The Philippine government, for the first time since 1946, released a national security strategy (NSS) doctrine in July 2018. Entitled “Security and Development for Transformational Change and Well-being for the Filipino People,” the 59-page NSS provides a realistic assessment of the Indo-Pacific region as marked by “increased uncertainty and unpredictability.” It identifies the rivalry of the major powers as the “most important (regional) strategic concern” and notes that the Philippines’ geography is both a source of strength and vulnerability as it provides a strong temptation to expansionist powers. Learning from the lesson of history, the NSS emphasizes the need to increase the size and capability of the Philippine Navy (PN) and the Philippine Air Force (PAF) as quickly as possible. This is to enable these two armed services to be country’s external deterrence in the face of an uncertain and potentially dangerous Indo-Pacific region.
In the same month, President Rodrigo Duterte agreed to finance the second phase or horizon two of the 15-year Armed Forces of the Philippines’ (AFP) modernization program. Horizon two (to be implemented from 2018 to 2022) provides for an ambitious and expensive period in which the Philippine military will begin acquiring weapon system for external defense, which includes two diesel-electric submarines for the PN.
The current PN Flag Officer, Vice-Admiral Robert Empedrad, had pushed for the immediate inclusion of the submarines in horizon two as undersea warfare, he argued, is the trend in naval warfare. The Department of National Defense (DND) supported his initiative, saying that the acquisition of the submarines will boost the morale of the AFP and improve the PN’s capability in defending the Philippine-occupied land features in the South China Sea.
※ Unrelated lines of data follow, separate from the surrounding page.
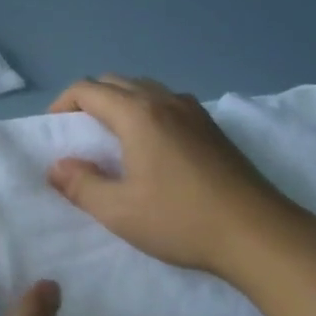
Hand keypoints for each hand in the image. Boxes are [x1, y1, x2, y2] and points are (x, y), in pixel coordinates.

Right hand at [47, 75, 315, 277]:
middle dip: (89, 100)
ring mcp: (193, 111)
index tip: (55, 131)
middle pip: (115, 82)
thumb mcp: (119, 211)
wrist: (259, 234)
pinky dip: (147, 111)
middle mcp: (164, 101)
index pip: (87, 89)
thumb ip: (81, 185)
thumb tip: (57, 166)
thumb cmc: (181, 220)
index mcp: (137, 113)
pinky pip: (167, 103)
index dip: (63, 104)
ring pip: (144, 89)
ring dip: (120, 103)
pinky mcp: (213, 127)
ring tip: (113, 139)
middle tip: (80, 134)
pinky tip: (153, 147)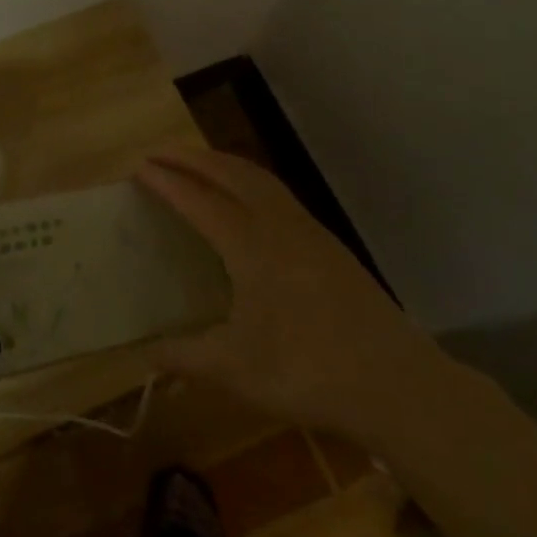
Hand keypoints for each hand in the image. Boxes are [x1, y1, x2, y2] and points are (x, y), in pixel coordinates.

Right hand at [138, 148, 443, 443]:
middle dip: (192, 158)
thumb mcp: (235, 370)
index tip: (139, 167)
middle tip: (159, 153)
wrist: (397, 383)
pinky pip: (278, 193)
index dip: (167, 182)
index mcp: (250, 246)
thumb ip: (186, 357)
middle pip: (230, 173)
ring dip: (223, 163)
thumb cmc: (308, 371)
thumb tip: (147, 356)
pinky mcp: (329, 245)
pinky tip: (248, 200)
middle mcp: (278, 225)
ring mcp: (309, 231)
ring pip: (259, 178)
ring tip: (198, 163)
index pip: (199, 200)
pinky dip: (250, 180)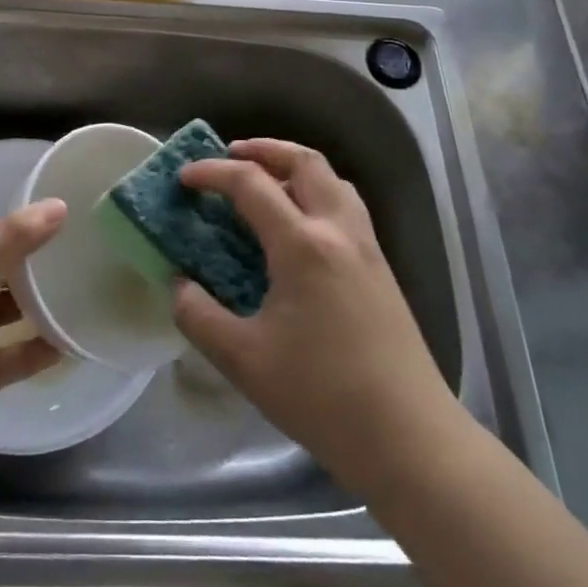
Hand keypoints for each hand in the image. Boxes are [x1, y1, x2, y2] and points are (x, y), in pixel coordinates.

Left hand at [0, 199, 64, 498]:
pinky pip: (12, 358)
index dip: (25, 229)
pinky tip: (72, 343)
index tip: (71, 224)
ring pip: (8, 316)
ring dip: (40, 310)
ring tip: (87, 297)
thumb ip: (13, 240)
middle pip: (1, 275)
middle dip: (37, 270)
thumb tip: (59, 204)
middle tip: (89, 260)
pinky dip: (37, 351)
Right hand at [173, 140, 468, 504]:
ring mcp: (367, 247)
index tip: (183, 178)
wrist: (408, 436)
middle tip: (230, 157)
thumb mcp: (243, 360)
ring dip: (295, 167)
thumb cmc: (321, 395)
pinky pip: (347, 206)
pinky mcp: (382, 269)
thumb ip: (199, 316)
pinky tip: (300, 227)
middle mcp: (339, 231)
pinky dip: (317, 193)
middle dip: (264, 149)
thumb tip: (179, 286)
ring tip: (266, 182)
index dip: (212, 173)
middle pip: (305, 162)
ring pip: (333, 180)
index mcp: (303, 245)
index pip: (251, 184)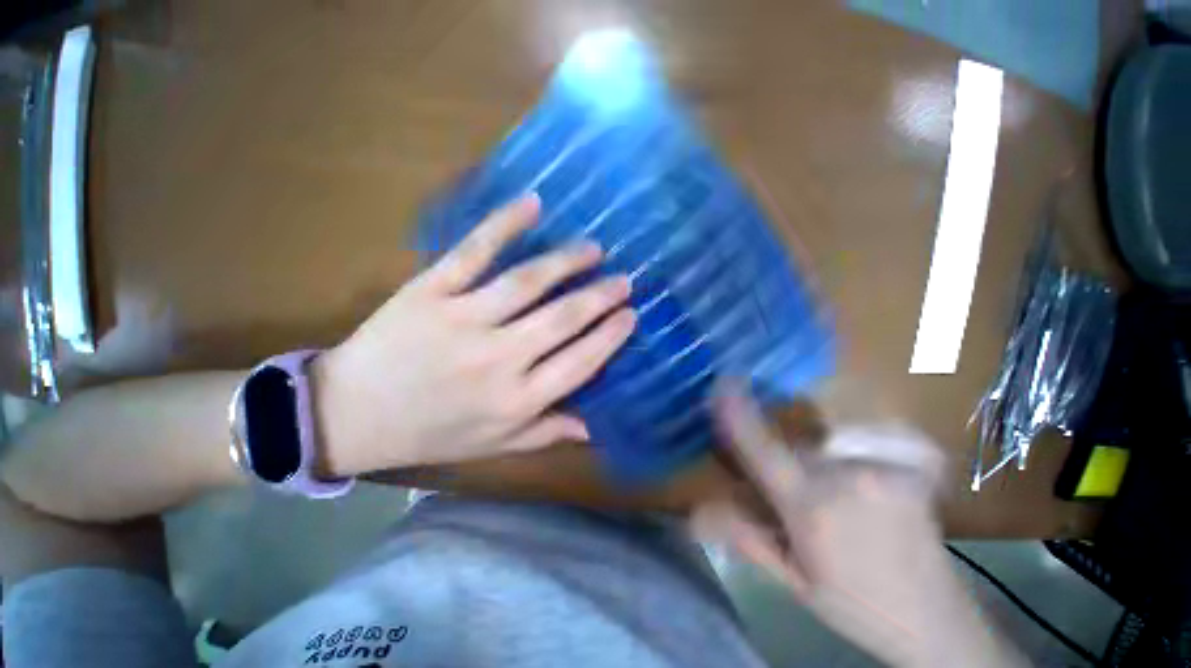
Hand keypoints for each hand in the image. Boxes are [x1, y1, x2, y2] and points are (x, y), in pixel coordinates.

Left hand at [313, 193, 635, 476]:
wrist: (348, 415)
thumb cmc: (429, 433)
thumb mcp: (494, 445)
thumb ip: (546, 433)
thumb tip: (593, 427)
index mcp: (516, 399)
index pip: (580, 362)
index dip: (610, 336)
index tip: (631, 315)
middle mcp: (498, 359)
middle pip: (562, 319)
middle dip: (600, 297)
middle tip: (624, 280)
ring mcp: (462, 320)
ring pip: (527, 282)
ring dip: (567, 261)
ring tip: (593, 249)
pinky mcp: (430, 290)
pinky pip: (473, 252)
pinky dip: (503, 224)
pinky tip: (533, 204)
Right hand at [694, 384, 1024, 666]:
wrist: (938, 620)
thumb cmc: (857, 606)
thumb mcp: (792, 581)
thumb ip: (744, 536)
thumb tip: (694, 513)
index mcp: (812, 509)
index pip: (761, 448)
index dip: (738, 411)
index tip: (722, 383)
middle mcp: (845, 477)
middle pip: (791, 440)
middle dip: (778, 454)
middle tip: (788, 490)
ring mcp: (880, 465)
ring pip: (823, 438)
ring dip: (811, 453)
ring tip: (830, 494)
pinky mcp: (906, 461)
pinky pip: (859, 435)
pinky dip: (846, 442)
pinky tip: (857, 476)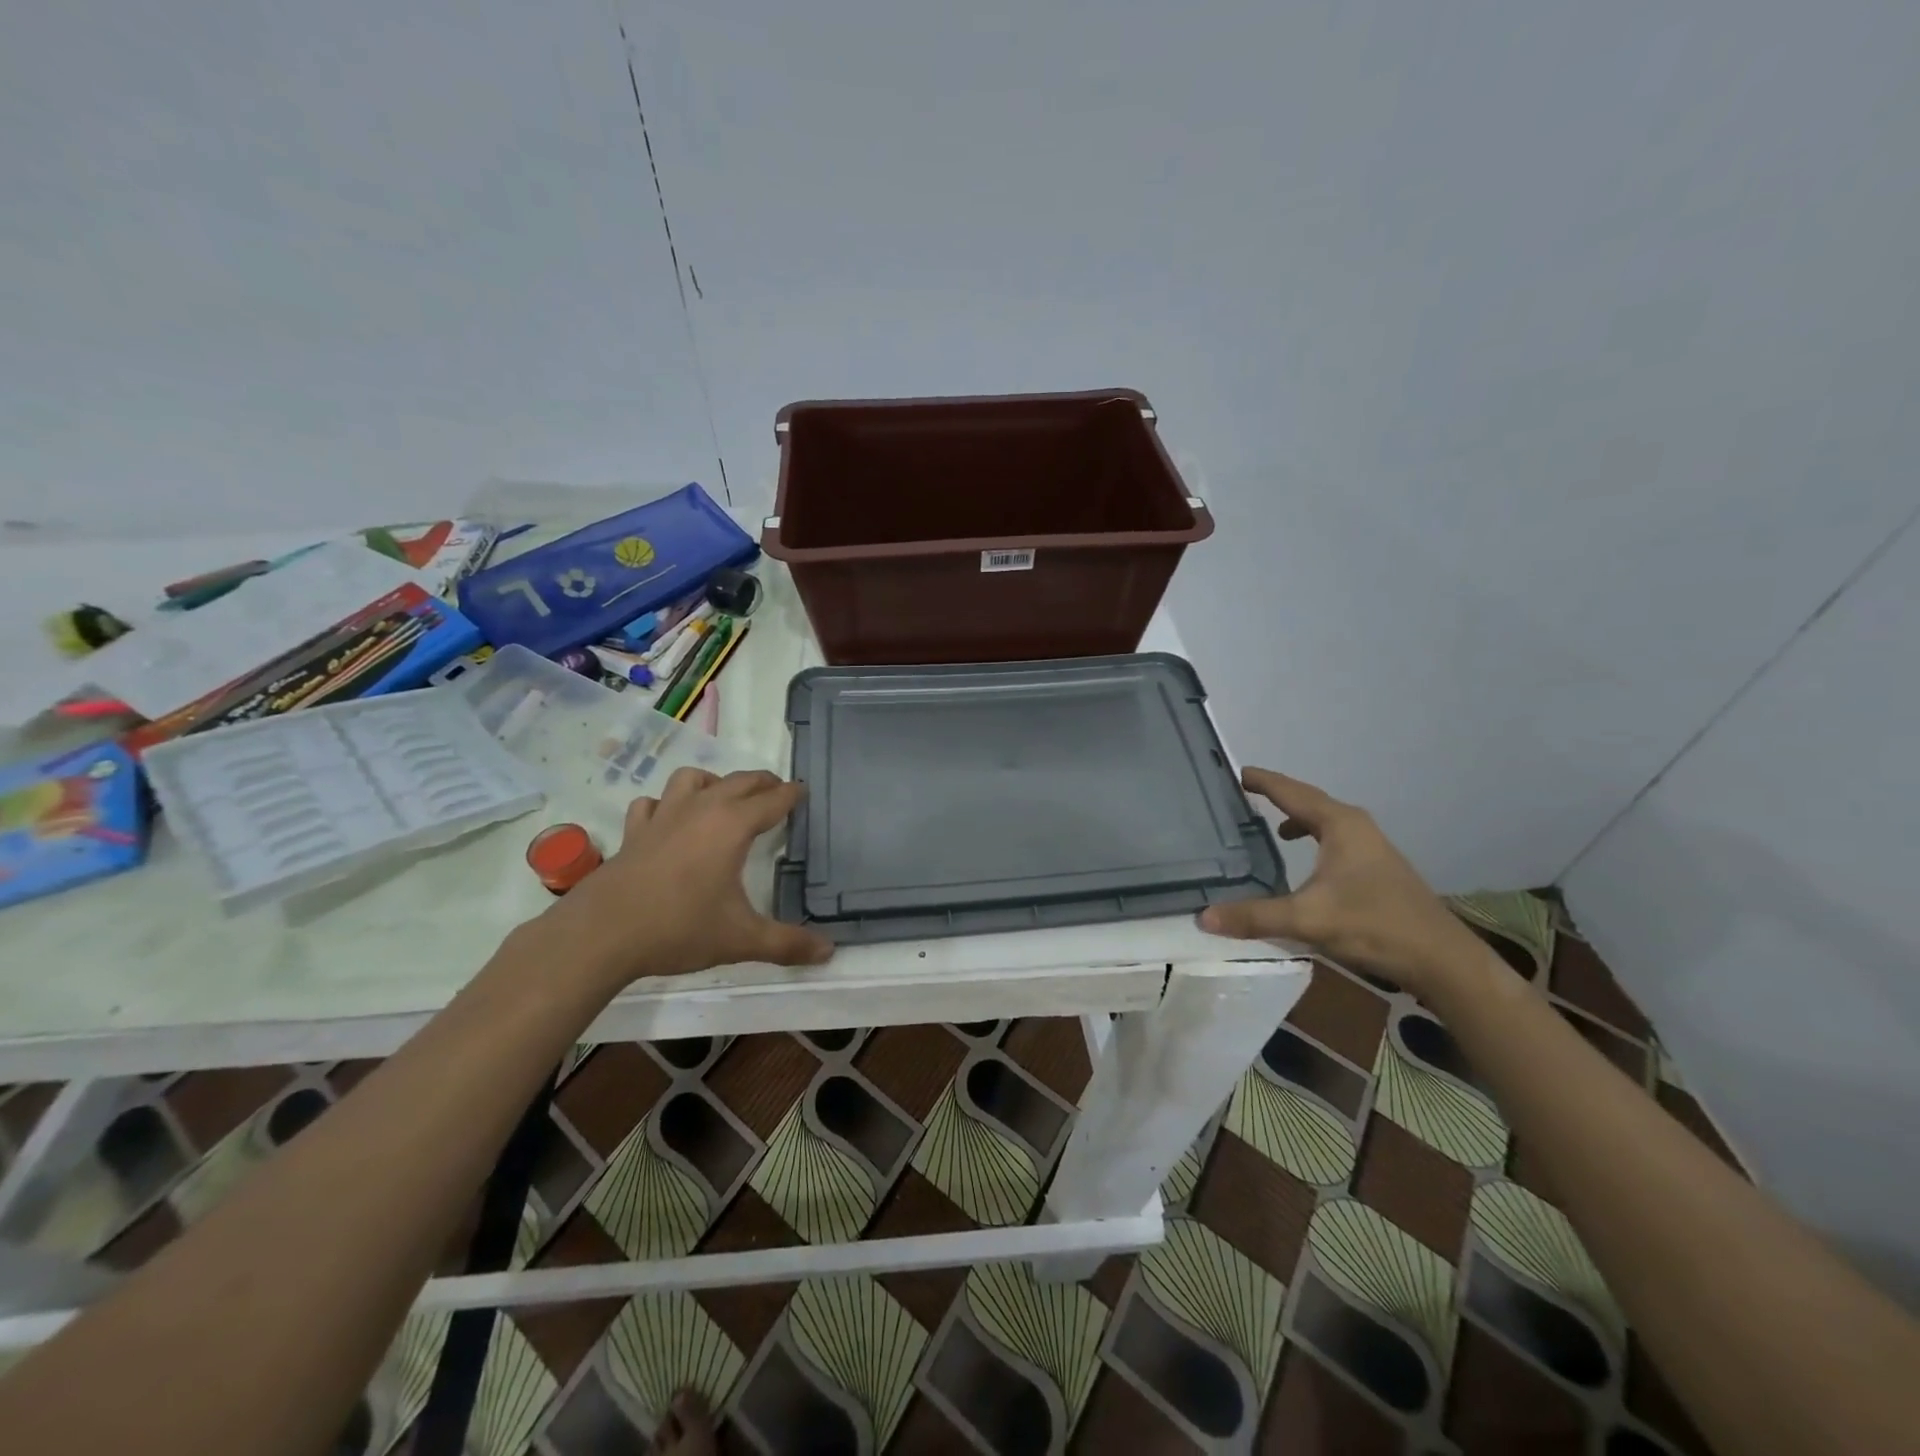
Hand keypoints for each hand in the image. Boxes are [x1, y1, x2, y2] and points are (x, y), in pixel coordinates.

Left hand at [548, 768, 833, 990]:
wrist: (601, 934)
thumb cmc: (679, 929)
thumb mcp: (741, 939)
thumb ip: (787, 944)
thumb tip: (829, 952)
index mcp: (732, 826)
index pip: (772, 800)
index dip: (792, 794)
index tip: (804, 790)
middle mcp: (701, 810)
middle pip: (739, 781)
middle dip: (762, 783)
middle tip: (777, 792)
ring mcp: (663, 817)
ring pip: (692, 779)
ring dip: (714, 782)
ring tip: (723, 799)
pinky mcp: (634, 832)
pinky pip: (653, 803)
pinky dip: (666, 804)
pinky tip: (669, 821)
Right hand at [1199, 767, 1482, 998]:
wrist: (1441, 960)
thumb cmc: (1374, 925)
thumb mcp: (1307, 920)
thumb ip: (1254, 916)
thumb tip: (1204, 916)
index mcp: (1339, 825)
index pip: (1291, 792)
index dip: (1262, 781)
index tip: (1234, 772)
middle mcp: (1355, 827)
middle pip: (1308, 801)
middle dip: (1276, 796)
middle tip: (1242, 794)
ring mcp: (1370, 847)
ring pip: (1324, 821)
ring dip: (1296, 819)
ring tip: (1267, 827)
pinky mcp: (1376, 868)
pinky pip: (1333, 840)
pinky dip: (1311, 840)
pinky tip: (1302, 863)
Since 2015, the PN had already established a submarine program office that is in the process of reviewing contemporary submarine designs and drawing up concepts for the operational use of this naval asset. The PN is eyeing the purchase of two conventional diesel-electronic submarines possibly from France, South Korea, Germany or Russia. DND Secretary Delfin Lorenza, however, revealed that President Duterte wants the PN’s first submarine to be bought from Russia.
Aware that the Philippine government has a limited budget for its submarine acquisition program, Russia has offered soft loans for the PN to purchase two second-hand Kilo-class submarines which have displacement of 2,350 tons and maximum speed of 20 knots. In early August 2018, the PN and the Russian Navy started discussions on a draft Memorandum of Understanding that would require Russia to provide the PN with submarine training to support military operations, maintenance, and sustainable capability. The Philippines will decide whether or not to acquire its submarines and from whom within the next 12 months. The Philippines and Brunei Darussalam are the only two of seven littoral Southeast Asian countries that do not possess a submarine among its naval assets.
Since assuming the presidency in mid-2016, President Duterte has supported the AFP modernization program that began during President Benigno Aquino III’s term, as a challenge then to China’s maritime expansion in the South China Sea. He increased the 2017 defense budget by 15% and the supplemental allocation for the AFP modernization program from Php 20 billion to Php 25 billion, approved the acquisition of two guided missile frigates from South Korea, and received five former Japan Maritime Self-Defense Force TC-90 reconnaissance aircraft for the PN. Despite his substantial support for the PN, the submarine acquisition project faces the following obstacles:
• The PN is in a very tight financial situation. It still needs to replace several of its World War II-era surface combatants and transport ships with modern naval assets, overhaul its overworked surface combatants, and more importantly, build bigger and proper naval bases that could house its newly acquired surface combatants like the three Del Pilar-class (former U.S. Coast Guard Hamilton Class cutters) frigates and two guided-missile frigates from South Korea that are expected to arrive in 2020. Currently, the PN’s newly acquired surface combatants are using civilian piers all over the country.
• The PN will have to compete with other services, especially against the Philippine Army (PA), for its rightful share of the defense budget. The 2017 siege of Marawi City and the raging communist insurgency have enabled the PA to take the lion’s share of defense budget as it has been given the green light to recruit additional 20,000 soldiers for its counter-insurgency operations and to acquire towed and self-propelled howitzers, light tanks, and multiple launch rocket systems to develop its conventional capabilities.
• The DND and the AFP will have to convince President Duterte and his economic officials to further increase the defense budget given the more pressing domestic priorities such as the ambitious and expensive infrastructure program and the president’s personal agenda of changing the Philippines’ system of government from a unitary to a federal system.
After his trip to Russia last month, Secretary Lorenzana admitted that the Philippines is still looking for other affordable options to the Kilo-class submarines because they are more expensive at the cost of Php 10.7 billion per unit. Another Php 10 billion will be spent for training of the officers and crew, maintenance, infrastructure, and spare-parts. The total cost of the program will be Php 30 billion or about 30% of the projected Php 300 billion for horizon two of the AFP modernization program. The PN’s submarine project shoves the Duterte administration to face squarely the guns versus butter dilemma.
Renato Cruz De Castro is a professor of International Studies at DLSU and Trustee of the Stratbase-ADR Institute.